PORTLAND, OR -- A winter storm moving through Oregon this week brings much-needed snow to the mountains. 

"Conditions will be changing this week, quite rapidly," Matt Warbritton said Monday. "It’s certainly going to get us out of sort of the trend that we’ve been in throughout December and into the start of January, where we were almost seeing close to record low snowpack, statewide." Warbritton is a Supervisory Hydrologist for NRCS-Oregon.

He says the snowpack was dismal coming into the new year. "Most of our sites actually, in the Central Cascades - I’m talking about generally the Santiam Pass region, between Mt Jefferson and the Sisters - Several of those sites were at record low snowpack. And in the Mt.

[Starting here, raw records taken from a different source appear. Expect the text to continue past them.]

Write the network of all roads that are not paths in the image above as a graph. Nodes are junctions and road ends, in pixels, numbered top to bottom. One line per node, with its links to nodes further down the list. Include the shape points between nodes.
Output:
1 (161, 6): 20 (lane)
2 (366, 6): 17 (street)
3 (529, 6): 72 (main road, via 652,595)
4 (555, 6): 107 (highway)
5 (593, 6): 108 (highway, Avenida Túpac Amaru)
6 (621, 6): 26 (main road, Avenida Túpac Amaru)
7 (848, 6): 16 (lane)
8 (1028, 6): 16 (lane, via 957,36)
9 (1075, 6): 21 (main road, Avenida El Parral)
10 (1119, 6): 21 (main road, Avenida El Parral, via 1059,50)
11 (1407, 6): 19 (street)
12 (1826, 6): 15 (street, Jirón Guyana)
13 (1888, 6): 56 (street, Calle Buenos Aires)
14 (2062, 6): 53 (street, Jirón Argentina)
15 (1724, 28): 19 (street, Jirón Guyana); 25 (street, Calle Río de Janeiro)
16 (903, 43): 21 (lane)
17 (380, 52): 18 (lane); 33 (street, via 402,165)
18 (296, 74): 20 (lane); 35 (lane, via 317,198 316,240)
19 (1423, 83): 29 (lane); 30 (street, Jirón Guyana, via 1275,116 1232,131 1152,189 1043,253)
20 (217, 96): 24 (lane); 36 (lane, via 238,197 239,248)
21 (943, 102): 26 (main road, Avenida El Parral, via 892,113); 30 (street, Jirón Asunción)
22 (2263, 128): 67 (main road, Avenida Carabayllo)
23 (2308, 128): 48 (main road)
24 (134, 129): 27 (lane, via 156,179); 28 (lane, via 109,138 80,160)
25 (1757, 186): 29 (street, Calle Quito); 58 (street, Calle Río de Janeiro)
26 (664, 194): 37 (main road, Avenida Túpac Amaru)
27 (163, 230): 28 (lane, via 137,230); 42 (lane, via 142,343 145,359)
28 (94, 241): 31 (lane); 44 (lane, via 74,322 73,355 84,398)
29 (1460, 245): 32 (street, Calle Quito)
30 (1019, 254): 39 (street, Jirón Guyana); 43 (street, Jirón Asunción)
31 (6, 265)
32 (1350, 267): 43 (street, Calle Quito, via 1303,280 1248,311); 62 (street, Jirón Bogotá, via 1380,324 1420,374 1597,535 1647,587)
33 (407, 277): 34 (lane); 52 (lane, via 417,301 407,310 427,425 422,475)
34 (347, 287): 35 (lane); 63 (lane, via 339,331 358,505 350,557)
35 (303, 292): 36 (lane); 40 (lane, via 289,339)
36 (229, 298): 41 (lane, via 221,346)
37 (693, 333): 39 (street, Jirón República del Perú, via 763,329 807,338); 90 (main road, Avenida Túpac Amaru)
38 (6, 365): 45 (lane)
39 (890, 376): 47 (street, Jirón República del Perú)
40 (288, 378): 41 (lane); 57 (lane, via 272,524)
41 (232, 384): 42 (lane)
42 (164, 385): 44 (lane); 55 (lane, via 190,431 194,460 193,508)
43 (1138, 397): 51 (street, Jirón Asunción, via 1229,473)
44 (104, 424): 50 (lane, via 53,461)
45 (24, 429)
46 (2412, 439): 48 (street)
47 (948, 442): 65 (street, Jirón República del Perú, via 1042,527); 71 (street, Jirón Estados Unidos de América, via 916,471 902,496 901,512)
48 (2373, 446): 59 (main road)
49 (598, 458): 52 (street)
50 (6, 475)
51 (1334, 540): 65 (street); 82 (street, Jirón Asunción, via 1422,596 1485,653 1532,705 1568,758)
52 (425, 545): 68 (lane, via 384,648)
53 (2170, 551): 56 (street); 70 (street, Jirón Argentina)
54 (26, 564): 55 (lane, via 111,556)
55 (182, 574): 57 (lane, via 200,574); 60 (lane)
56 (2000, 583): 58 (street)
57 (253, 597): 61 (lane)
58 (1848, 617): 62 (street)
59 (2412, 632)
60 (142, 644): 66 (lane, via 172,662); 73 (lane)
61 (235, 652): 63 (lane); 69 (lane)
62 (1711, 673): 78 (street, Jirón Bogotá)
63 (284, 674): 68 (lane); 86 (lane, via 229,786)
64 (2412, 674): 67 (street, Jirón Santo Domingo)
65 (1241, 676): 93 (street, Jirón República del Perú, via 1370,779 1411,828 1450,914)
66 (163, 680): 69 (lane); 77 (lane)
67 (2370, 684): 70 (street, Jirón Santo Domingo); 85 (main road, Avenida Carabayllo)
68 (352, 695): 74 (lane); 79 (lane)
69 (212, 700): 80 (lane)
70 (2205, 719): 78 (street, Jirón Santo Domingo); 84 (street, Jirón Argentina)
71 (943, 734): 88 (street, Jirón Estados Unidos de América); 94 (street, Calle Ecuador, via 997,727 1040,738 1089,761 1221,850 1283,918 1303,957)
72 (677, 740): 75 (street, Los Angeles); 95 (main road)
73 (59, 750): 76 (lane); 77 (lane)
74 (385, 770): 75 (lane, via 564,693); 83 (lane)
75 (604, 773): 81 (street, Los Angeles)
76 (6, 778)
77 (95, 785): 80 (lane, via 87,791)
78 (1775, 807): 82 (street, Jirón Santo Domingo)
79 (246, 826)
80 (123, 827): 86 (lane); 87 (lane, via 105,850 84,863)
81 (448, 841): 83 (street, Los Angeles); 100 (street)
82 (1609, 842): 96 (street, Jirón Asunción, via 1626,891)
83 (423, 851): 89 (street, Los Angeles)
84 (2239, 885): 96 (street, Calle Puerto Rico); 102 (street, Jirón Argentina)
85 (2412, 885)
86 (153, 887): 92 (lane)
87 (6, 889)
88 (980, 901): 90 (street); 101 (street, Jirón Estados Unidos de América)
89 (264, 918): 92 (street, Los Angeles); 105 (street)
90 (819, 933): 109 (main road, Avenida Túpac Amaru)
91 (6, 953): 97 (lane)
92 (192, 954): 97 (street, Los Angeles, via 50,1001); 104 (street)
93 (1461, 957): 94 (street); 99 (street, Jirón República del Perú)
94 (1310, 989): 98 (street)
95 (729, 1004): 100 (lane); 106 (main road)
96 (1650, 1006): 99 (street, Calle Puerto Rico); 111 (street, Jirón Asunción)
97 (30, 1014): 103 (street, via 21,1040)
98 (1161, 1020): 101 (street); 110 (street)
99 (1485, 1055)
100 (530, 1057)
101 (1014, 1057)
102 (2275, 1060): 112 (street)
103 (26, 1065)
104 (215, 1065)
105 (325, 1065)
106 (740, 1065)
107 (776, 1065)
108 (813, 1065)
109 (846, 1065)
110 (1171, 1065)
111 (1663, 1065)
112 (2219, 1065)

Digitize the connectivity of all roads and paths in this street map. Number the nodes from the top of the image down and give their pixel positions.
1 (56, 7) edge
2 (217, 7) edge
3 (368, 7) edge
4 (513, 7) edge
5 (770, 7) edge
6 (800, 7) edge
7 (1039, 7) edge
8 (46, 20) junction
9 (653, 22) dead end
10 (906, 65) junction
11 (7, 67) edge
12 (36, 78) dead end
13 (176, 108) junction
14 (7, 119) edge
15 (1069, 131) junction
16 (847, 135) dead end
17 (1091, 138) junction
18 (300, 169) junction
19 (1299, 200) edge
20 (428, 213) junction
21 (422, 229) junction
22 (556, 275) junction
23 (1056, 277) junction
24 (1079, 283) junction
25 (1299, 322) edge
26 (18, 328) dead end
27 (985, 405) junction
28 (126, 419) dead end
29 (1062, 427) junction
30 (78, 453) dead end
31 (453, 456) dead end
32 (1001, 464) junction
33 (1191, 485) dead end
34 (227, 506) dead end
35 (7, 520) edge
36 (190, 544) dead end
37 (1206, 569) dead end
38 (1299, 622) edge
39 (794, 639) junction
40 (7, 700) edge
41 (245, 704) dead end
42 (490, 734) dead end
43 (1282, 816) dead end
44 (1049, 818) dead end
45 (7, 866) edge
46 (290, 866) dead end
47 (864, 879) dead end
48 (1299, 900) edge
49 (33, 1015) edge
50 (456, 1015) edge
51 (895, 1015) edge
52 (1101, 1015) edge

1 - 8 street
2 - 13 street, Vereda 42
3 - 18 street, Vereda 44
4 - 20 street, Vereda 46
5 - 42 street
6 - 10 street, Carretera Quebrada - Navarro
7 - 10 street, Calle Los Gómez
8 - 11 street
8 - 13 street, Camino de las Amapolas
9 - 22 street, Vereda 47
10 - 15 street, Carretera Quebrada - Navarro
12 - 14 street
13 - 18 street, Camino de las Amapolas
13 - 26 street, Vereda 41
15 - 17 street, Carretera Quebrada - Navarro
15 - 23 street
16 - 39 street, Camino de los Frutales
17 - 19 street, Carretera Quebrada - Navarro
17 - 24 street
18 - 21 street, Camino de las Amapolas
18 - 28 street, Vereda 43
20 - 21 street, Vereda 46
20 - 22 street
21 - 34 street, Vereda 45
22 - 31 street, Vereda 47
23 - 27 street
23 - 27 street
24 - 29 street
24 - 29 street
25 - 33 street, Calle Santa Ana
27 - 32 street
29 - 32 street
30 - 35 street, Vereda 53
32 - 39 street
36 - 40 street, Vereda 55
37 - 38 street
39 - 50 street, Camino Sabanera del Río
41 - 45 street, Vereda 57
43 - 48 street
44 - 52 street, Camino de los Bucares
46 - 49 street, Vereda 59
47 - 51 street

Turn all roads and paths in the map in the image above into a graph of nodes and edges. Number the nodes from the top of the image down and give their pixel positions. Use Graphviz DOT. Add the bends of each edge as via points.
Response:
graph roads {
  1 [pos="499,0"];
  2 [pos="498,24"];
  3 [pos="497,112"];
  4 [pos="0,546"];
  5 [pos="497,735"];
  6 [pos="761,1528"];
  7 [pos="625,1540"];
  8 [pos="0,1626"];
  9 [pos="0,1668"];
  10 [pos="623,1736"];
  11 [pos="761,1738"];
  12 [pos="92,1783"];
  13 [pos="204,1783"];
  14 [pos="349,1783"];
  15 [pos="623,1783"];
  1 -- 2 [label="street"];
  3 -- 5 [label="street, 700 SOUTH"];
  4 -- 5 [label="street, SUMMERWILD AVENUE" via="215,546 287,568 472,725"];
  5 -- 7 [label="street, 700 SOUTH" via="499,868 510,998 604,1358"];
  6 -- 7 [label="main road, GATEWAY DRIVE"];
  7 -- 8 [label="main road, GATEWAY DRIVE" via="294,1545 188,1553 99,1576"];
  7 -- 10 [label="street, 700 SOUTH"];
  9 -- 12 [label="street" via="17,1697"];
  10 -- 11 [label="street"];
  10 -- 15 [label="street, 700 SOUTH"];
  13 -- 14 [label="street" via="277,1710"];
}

Hood region, several sites were below 25% normal." As of Monday, snowpack in the Upper Deschutes-Crooked River Basin was just 51% of normal for this time of year (pictured). But that changes Tuesday, when the Central Cascades is predicted to get up to four feet of snow over two days. "That’s certainly going to - if that does come to fruition - provide some significant relief, in terms of the snow drought we’ve been seeing in that region," says Warbritton.

El Nino brought warmer than normal temps over the past two months, causing precipitation to fall as rain. But snow is critical for spring streamflows and summer irrigation. Warbritton says, "It’s important also for reservoir managers, because they have to manage for flooding. So, if we keep getting rain, that’s a pretty high flood risk at reservoirs that are near full."